In the records below, find each line holding the word "solid" and copy it.

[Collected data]

-- Opening Marker --

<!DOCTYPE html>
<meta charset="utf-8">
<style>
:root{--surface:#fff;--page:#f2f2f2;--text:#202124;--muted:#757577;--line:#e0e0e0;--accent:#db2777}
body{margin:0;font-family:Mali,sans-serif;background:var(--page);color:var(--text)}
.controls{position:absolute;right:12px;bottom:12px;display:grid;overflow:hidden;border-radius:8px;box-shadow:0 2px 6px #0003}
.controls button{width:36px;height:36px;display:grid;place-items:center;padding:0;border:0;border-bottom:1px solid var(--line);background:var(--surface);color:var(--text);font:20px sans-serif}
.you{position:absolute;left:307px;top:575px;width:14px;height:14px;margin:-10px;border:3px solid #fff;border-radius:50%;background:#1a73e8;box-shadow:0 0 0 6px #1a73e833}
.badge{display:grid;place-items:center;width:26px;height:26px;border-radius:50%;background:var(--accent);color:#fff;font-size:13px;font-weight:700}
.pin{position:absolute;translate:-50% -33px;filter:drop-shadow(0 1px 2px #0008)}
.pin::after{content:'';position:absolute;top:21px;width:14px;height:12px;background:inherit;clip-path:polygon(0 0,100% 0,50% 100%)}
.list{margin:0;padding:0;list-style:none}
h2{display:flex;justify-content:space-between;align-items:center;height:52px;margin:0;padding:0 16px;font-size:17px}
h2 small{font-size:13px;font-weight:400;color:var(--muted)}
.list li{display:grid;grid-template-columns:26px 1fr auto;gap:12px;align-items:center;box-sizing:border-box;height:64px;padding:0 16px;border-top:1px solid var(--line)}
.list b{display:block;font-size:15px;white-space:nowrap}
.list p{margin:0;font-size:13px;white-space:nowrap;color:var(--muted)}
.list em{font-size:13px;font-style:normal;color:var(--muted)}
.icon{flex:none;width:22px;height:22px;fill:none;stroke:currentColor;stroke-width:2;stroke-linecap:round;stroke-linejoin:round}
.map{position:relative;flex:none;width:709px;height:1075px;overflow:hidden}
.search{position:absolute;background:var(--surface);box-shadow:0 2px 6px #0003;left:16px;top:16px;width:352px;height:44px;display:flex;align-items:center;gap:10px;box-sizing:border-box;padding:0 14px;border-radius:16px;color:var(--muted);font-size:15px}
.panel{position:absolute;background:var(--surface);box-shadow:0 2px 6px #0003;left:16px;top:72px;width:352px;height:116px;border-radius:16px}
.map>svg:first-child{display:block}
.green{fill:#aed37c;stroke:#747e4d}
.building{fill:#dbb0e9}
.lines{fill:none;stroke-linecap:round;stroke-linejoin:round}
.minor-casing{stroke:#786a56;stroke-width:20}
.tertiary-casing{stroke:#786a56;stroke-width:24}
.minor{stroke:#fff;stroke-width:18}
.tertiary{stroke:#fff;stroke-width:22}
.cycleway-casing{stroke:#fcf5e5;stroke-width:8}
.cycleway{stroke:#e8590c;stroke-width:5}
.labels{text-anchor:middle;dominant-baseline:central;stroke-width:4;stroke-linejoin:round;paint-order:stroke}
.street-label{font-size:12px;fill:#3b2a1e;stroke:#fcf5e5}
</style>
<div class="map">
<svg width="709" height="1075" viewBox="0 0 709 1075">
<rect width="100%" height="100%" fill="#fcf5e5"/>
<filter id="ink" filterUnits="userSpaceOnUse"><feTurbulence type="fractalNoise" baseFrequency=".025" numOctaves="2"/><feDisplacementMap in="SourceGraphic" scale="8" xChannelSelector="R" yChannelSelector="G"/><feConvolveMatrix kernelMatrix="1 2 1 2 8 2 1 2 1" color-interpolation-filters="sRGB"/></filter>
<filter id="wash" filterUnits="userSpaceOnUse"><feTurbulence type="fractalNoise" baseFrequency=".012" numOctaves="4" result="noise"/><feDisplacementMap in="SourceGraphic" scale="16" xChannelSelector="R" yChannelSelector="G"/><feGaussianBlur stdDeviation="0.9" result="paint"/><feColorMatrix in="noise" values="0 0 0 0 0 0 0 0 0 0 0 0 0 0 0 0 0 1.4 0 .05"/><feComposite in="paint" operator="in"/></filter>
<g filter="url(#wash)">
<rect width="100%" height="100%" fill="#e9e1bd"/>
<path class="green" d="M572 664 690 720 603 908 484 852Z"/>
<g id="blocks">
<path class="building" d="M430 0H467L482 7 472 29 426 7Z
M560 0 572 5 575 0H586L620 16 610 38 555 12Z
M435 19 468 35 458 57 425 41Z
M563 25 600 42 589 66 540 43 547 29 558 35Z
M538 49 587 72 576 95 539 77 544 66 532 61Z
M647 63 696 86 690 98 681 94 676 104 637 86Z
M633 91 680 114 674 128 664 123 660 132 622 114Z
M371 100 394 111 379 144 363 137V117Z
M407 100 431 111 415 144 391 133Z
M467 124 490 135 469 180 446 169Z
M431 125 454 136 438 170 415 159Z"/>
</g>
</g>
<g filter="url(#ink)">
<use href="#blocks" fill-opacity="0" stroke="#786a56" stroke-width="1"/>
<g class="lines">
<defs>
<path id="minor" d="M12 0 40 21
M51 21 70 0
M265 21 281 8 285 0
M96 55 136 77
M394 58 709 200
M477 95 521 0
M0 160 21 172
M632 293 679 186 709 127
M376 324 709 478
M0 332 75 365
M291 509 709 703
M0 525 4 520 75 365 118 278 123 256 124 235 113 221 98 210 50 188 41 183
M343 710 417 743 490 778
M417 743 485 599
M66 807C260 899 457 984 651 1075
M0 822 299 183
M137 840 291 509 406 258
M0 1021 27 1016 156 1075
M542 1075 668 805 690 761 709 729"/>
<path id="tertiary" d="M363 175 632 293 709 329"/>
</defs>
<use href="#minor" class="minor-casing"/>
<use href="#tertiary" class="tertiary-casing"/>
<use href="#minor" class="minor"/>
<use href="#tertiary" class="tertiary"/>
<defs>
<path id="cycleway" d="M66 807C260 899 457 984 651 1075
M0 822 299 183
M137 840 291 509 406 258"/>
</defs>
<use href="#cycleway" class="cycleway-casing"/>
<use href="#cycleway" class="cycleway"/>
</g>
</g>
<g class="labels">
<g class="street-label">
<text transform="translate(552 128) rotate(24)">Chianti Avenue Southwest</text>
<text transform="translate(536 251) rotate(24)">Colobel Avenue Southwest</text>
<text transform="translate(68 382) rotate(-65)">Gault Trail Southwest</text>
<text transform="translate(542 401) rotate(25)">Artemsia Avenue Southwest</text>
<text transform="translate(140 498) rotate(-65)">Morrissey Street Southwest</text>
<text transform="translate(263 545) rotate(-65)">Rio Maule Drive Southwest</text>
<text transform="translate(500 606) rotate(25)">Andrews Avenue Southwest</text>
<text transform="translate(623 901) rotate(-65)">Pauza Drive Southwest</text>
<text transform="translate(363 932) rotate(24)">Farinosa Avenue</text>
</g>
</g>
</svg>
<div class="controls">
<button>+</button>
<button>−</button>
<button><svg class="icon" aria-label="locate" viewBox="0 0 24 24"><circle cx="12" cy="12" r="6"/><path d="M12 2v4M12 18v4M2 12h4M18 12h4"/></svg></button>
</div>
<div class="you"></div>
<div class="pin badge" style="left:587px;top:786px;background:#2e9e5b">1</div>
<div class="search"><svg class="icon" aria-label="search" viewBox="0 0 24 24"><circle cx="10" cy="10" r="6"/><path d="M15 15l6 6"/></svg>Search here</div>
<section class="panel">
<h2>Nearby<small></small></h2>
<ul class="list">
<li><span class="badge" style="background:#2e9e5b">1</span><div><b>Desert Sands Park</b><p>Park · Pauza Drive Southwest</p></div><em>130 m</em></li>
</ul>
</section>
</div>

-- Closing Marker --

● **Task answer**:
.controls button{width:36px;height:36px;display:grid;place-items:center;padding:0;border:0;border-bottom:1px solid var(--line);background:var(--surface);color:var(--text);font:20px sans-serif}
.you{position:absolute;left:307px;top:575px;width:14px;height:14px;margin:-10px;border:3px solid #fff;border-radius:50%;background:#1a73e8;box-shadow:0 0 0 6px #1a73e833}
.list li{display:grid;grid-template-columns:26px 1fr auto;gap:12px;align-items:center;box-sizing:border-box;height:64px;padding:0 16px;border-top:1px solid var(--line)}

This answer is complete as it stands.